New York Court Holds Distribution Was Not a Misappropriation
Is it a distribution or a misappropriation when a managing member of an LLC withdraws funds from the LLC for his own use? That was the dispositive issue in Mostel v. Petrycki, 885 N.Y.S.2d 397 (N.Y. Sup. Ct. Sept. 2, 2009). It was dispositive because the answer to that question determined which of two different statutes of limitations applied.
Mostel had a judgment against Fulcrum Global Partners, LLC, a Delaware LLC (Fulcrum), from a prior lawsuit. Fulcrum went out of business and Mostel was unable to recover from Fulcrum on his judgment, so he brought a lawsuit against Petrycki, the founding member and CEO of Fulcrum. Mostel claimed that a $300,000 withdrawal from Fulcrum by Petrycki was a fraudulent conveyance under New York’s Debtor and Creditor Law, N.Y. Debt. & Cred. Law §§ 273, 273-a, 276 and 276-a.
According to Mostel, Petrycki’s withdrawal was a fraudulent conveyance because it was without consideration, and rendered Fulcrum insolvent and without assets to satisfy the judgment against it. If the withdrawal was a fraudulent conveyance, Mostel’s judgment against Fulcrum could reach the $300,000 in Petrycki’s hands.
Petrycki, however, asked for Mostel’s suit against him to be dismissed on grounds that his $300,000 withdrawal was a distribution to him by Fulcrum, and the lawsuit was therefore barred by the three-year statute of limitations in the New York Limited Liability Company Act and the Delaware Limited Liability Company Act.
Mostel riposted that the six-year statute of limitations applicable to the fraudulent conveyance claim should apply. (Mostel’s suit was filed more than three years and less than six years after the withdrawal.) Mostel argued that the $300,000 withdrawal was not a distribution because Petrycki did not have authority to withdraw the funds and had applied them for his personal use.
Since Fulcrum was a Delaware LLC, the court examined both the Delaware and New York LLC Acts. Both statutes provide that if a member receives a distribution that causes the liabilities of the LLC to exceed its assets, and if the member knew of the resulting insolvency at the time of the distribution, then the member is liable to the LLC for return of the distribution. Both statutes also provide that a member’s liability for receiving a wrongful distribution will end three years after the distribution, unless a lawsuit is brought on the claim before the end of the three years. N.Y. Ltd. Liab. Co. Law § 508; Del. Code Ann. tit. 6, § 18-607. Finding no difference between the two states’ laws, the court said it need not decide which state’s law governed – the result would be the same in either case. Mostel, 885 N.Y.S.2d at 399 n.1.

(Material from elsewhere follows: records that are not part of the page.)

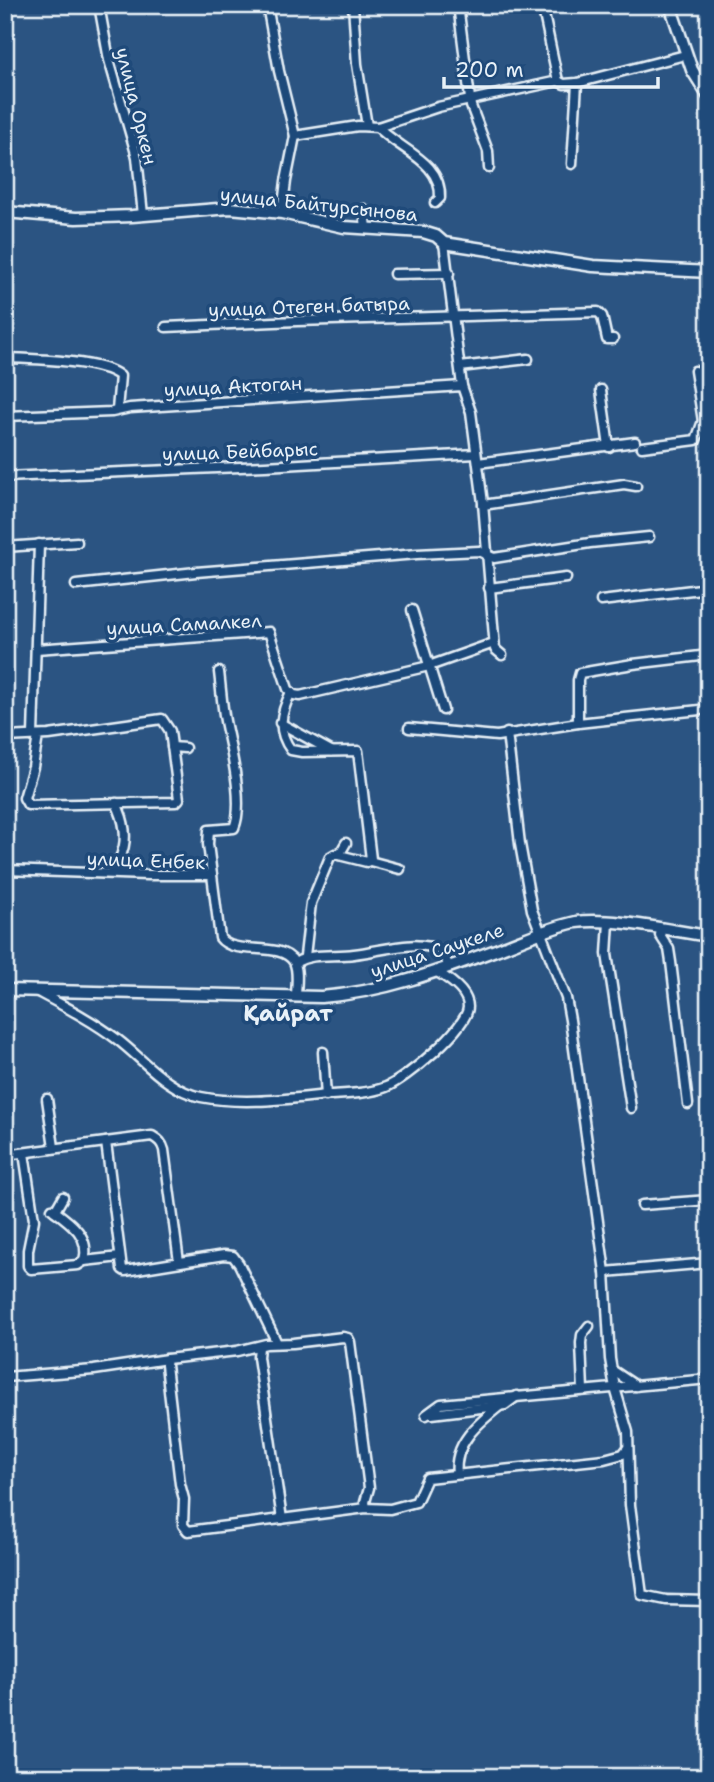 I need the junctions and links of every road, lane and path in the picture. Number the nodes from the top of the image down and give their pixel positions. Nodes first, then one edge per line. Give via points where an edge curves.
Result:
1 (99, 5) edge
2 (267, 5) edge
3 (354, 5) edge
4 (458, 5) edge
5 (542, 5) edge
6 (670, 5) edge
7 (685, 55) junction
8 (558, 81) junction
9 (576, 83) junction
10 (709, 97) edge
11 (472, 99) junction
12 (367, 126) junction
13 (378, 127) junction
14 (295, 136) junction
15 (572, 164) dead end
16 (489, 168) dead end
17 (435, 203) dead end
18 (364, 209) dead end
19 (5, 212) edge
20 (282, 213) junction
21 (143, 215) junction
22 (366, 229) junction
23 (444, 243) junction
24 (709, 272) edge
25 (449, 273) junction
26 (394, 274) dead end
27 (453, 317) junction
28 (166, 327) dead end
29 (613, 340) dead end
30 (5, 358) edge
31 (528, 359) dead end
32 (460, 368) junction
33 (695, 370) dead end
34 (462, 386) junction
35 (601, 390) dead end
36 (117, 410) junction
37 (5, 416) edge
38 (706, 421) edge
39 (609, 447) junction
40 (477, 458) junction
41 (5, 477) edge
42 (636, 486) dead end
43 (483, 505) junction
44 (649, 537) dead end
45 (77, 541) dead end
46 (39, 544) junction
47 (5, 547) edge
48 (487, 555) junction
49 (566, 578) dead end
50 (76, 585) dead end
51 (489, 588) junction
52 (709, 588) edge
53 (601, 601) dead end
54 (412, 610) dead end
55 (494, 643) junction
56 (36, 649) junction
57 (502, 655) dead end
58 (709, 655) edge
59 (429, 666) junction
60 (219, 672) dead end
61 (291, 692) junction
62 (709, 709) edge
63 (443, 710) dead end
64 (281, 723) junction
65 (578, 723) junction
66 (409, 728) dead end
67 (506, 733) junction
68 (35, 736) junction
69 (5, 737) edge
70 (172, 747) junction
71 (185, 748) dead end
72 (331, 751) junction
73 (116, 803) junction
74 (346, 843) dead end
75 (339, 855) junction
76 (370, 861) junction
77 (400, 869) dead end
78 (5, 870) edge
79 (113, 873) junction
80 (212, 875) junction
81 (609, 922) junction
82 (661, 930) junction
83 (540, 934) junction
84 (709, 936) edge
85 (306, 956) junction
86 (295, 963) junction
87 (449, 967) junction
88 (437, 972) junction
89 (5, 990) edge
90 (36, 991) junction
91 (296, 996) junction
92 (323, 1052) dead end
93 (326, 1096) junction
94 (47, 1098) dead end
95 (688, 1104) dead end
96 (631, 1108) dead end
97 (106, 1142) junction
98 (51, 1149) junction
99 (24, 1153) junction
100 (5, 1155) edge
101 (63, 1197) dead end
102 (709, 1200) edge
103 (642, 1205) dead end
104 (120, 1257) junction
105 (84, 1261) junction
106 (179, 1262) junction
107 (709, 1263) edge
108 (605, 1272) junction
109 (589, 1326) dead end
110 (272, 1334) junction
111 (277, 1343) junction
112 (262, 1346) junction
113 (167, 1359) junction
114 (612, 1370) junction
115 (5, 1377) edge
116 (709, 1378) edge
117 (636, 1386) junction
118 (615, 1388) junction
119 (583, 1390) junction
120 (517, 1396) junction
121 (501, 1405) junction
122 (627, 1449) junction
123 (457, 1474) junction
124 (366, 1508) junction
125 (282, 1519) junction
126 (709, 1601) edge

1 - 21 street, улица Оркен via 136,156
2 - 14 street
3 - 12 street
4 - 11 street
5 - 8 street
6 - 7 street
7 - 9 street
7 - 10 street
8 - 9 street
8 - 11 street
9 - 15 street
11 - 13 street
11 - 16 street
12 - 13 street
12 - 14 street
13 - 17 street via 431,168 440,190
14 - 20 street
18 - 22 street
19 - 21 street, улица Байтурсынова via 76,218
20 - 21 street, улица Байтурсынова via 230,208
20 - 22 street, улица Байтурсынова
22 - 23 street, улица Байтурсынова via 423,232
23 - 24 street, улица Байтурсынова via 593,266
23 - 25 street
25 - 26 street
25 - 27 street
27 - 28 street, улица Отеген батыра
27 - 29 street, улица Отеген батыра via 598,312 607,339
27 - 32 street
30 - 36 street via 87,364 116,372 120,376
31 - 32 street
32 - 34 street
33 - 38 street
34 - 36 street, улица Актоган
34 - 40 street via 471,412
35 - 39 street
36 - 37 street, улица Актоган
38 - 39 street, улица Бейбарыс via 696,440
39 - 40 street, улица Бейбарыс
40 - 41 street, улица Бейбарыс
40 - 43 street
42 - 43 street
43 - 48 street
44 - 48 street via 494,558
45 - 46 street
46 - 47 street
46 - 56 street
48 - 50 street via 479,551 417,554
48 - 51 street
49 - 51 street
51 - 55 street
52 - 53 street
54 - 59 street
55 - 57 street
55 - 59 street
56 - 61 street, улица Самалкел via 269,632
56 - 68 street
58 - 65 street via 580,674
59 - 61 street via 299,696
59 - 63 street
60 - 80 street via 237,815 234,828 209,830
61 - 64 street
62 - 65 street
64 - 72 street
64 - 72 street via 291,750
65 - 67 street
66 - 67 street
67 - 83 street via 520,844
68 - 69 street
68 - 70 street via 162,719
68 - 73 street via 24,798 28,805
70 - 71 street
70 - 73 street via 178,801
72 - 76 street via 358,751
73 - 79 street via 125,838
74 - 75 street
75 - 76 street
75 - 85 street via 330,857 312,903
76 - 77 street
78 - 79 street, улица Енбек
79 - 80 street, улица Енбек
80 - 86 street, улица Енбек via 223,943 272,950
81 - 82 street, улица Саукеле
81 - 83 street, улица Саукеле via 575,923
81 - 96 street via 607,954
82 - 84 street, улица Саукеле
82 - 95 street via 671,962
83 - 87 street, улица Саукеле
83 - 108 street via 570,1020
85 - 86 street
85 - 87 street via 417,946 442,951
86 - 91 street
87 - 88 street, улица Саукеле
88 - 91 street, улица Саукеле via 351,995
88 - 93 street via 465,996 467,1014 462,1022 388,1087
89 - 90 street, улица Саукеле
90 - 91 street, улица Саукеле
90 - 93 street via 116,1039 184,1093 229,1100
92 - 93 street
94 - 98 street
97 - 98 street
97 - 104 street
97 - 106 street via 152,1136 163,1144
98 - 99 street
99 - 100 street
99 - 105 street via 34,1220 28,1266 46,1268
101 - 105 street via 54,1210 77,1228 84,1241
102 - 103 street
104 - 105 street
104 - 106 street via 125,1271
106 - 110 street via 233,1256
107 - 108 street
108 - 114 street
109 - 119 street via 581,1343
110 - 111 street
110 - 112 street
111 - 112 street
111 - 124 street via 348,1338 369,1488
112 - 113 street
112 - 125 street via 258,1357
113 - 115 street
113 - 125 street via 184,1528
114 - 117 street
114 - 118 street
116 - 117 street
117 - 118 street
118 - 119 street
118 - 122 street via 628,1432
119 - 120 street
120 - 121 street
120 - 121 street via 441,1404 428,1414
121 - 123 street via 462,1442
122 - 123 street via 604,1458
122 - 126 street via 642,1595
123 - 124 street via 427,1478 416,1502 390,1509
124 - 125 street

The New York courts had previously determined that in the case of an LLC distribution which is both wrongful under Section 508 of the LLC Act and a fraudulent conveyance under the Debtor and Creditor Law, the three-year limitations period of the LLC Act overrides the six-year limitations period of the Debtor and Creditor Law. O’Connell v. Shallo, 323 B.R. 101 (S.D.N.Y. 2005). So if the $300,000 withdrawal was a distribution, the three-year limitations period of the LLC Act would apply, and Mostel’s claim would be barred. If it was a misappropriation and therefore not a distribution, Mostel’s suit could go forward.
The New York LLC Act defines “distribution” as “the transfer of property by a limited liability company to one or more of its members in his or her capacity as a member.” N.Y. Ltd. Liab. Co. Law § 102(i). Fulcrum’s Operating Agreement gave all members the right to request a return of their invested capital, subject to the approval of the managing member. The agreement did not provide for any additional procedures when a managing member seeks a return of its own invested capital.
Mostel’s complaint conceded that Petrycki was the managing member and that his $300,000 withdrawal was a return of his capital contribution, so the court rather straightforwardly concluded that the withdrawal was an authorized distribution to Petrycki. The three-year limitations period applied and Mostel’s claim was time-barred. Mostel’s complaint was dismissed.
The lessons from this case? Apart from the obvious, of course – don’t delay filing a lawsuit for so long that a statute of limitations bars the claim – the case underscores the importance of written LLC agreements. It also shows the need for the members to consider carefully the distribution provisions in their agreement. Interim distributions should be authorized by the agreement, and the parties should think about what procedures or approvals will be necessary for different types of distributions. For example, in Fulcrum’s agreement, distributions on request of a member for return of its invested capital were allowed if approved by the managing member, and that provision validated Petrycki’s withdrawal as a distribution.